Profession coiffeuse-maquilleuse de théâtre et de cinéma, elle métamorphose l'acteur pour le faire entrer dans la peau du personnage. Son rôle est important pour la photogénie et pour la crédibilité de l'histoire. Et puis, elle, c'est une femme qui a fait école, surtout en matière de coiffure d'époque. Parole à un de ces soldats de l'ombre dont on parle peu.
Question classique : comment êtes-vous venue au domaine artistique ?
A l'âge de 12 ans, j'étais déjà passionnée pour l'art. J'aimais beaucoup la peinture et j'attendais, avec impatience, les cours de dessin au lycée...Mon père, lui-même artiste, m'encourageait à suivre sa voie.
Qui était votre père ?
Mohamed El Haddad, chanteur, monologuiste.
Nous n'avons jamais fait le lien entre vous et cet artiste du style Salah Khémissi, un des pionniers de la chanson humoristique tunisienne. Tel père, telle fille alors ?

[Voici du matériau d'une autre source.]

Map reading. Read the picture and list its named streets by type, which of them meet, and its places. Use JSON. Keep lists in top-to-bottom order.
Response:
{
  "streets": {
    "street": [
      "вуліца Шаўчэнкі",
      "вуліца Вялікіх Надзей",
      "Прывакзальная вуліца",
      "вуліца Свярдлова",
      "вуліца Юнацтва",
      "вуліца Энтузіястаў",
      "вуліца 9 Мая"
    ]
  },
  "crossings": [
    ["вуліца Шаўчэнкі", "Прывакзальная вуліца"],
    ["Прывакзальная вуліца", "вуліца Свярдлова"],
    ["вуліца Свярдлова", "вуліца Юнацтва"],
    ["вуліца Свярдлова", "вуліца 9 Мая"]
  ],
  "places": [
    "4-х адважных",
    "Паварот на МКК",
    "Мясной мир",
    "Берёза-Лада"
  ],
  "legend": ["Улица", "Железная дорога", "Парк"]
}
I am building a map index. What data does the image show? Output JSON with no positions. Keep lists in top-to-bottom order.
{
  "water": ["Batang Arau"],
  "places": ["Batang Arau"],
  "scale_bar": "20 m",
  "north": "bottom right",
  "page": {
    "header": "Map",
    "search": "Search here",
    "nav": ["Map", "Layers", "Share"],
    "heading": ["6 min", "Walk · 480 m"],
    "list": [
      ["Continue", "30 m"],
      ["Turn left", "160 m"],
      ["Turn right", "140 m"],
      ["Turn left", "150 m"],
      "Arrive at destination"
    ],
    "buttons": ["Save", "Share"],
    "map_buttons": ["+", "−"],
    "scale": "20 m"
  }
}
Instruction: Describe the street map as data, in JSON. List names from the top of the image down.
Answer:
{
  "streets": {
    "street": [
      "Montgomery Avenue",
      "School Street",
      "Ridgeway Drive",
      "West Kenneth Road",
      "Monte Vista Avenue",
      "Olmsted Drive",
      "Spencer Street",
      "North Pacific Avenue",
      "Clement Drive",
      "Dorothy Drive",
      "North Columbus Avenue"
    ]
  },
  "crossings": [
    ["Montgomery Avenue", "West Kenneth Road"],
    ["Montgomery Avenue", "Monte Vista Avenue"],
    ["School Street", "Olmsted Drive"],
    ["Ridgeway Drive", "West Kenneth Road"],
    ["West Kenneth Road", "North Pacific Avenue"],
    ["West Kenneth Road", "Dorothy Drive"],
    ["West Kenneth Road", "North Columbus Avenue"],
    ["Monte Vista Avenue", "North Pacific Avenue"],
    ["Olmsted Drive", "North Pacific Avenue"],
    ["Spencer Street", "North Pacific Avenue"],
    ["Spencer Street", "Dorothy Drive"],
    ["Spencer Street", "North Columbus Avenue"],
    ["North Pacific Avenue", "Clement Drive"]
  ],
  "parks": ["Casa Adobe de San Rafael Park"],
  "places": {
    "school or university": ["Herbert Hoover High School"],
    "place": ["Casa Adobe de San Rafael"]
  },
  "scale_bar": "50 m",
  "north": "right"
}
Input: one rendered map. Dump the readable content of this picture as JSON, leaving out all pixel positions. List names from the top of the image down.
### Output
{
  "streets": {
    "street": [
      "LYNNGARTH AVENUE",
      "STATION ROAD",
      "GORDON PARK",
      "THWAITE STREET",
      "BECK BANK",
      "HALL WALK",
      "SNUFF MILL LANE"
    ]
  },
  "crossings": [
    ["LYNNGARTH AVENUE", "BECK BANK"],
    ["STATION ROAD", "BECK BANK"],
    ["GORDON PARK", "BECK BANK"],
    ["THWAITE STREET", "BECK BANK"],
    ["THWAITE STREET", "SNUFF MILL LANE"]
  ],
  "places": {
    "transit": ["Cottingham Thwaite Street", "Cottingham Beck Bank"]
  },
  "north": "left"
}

Très peu de gens font le lien... Mon père était plus jeune que Salah Khémissi. A une certaine époque, il faisait partie de la troupe «El Manar»...Sa chanson intitulée «El hammam», des plus connues, a été diffusée, aux débuts de la télévision, sous la forme d'un clip. Mais, hélas, la plupart de ses chansons ont été effacées.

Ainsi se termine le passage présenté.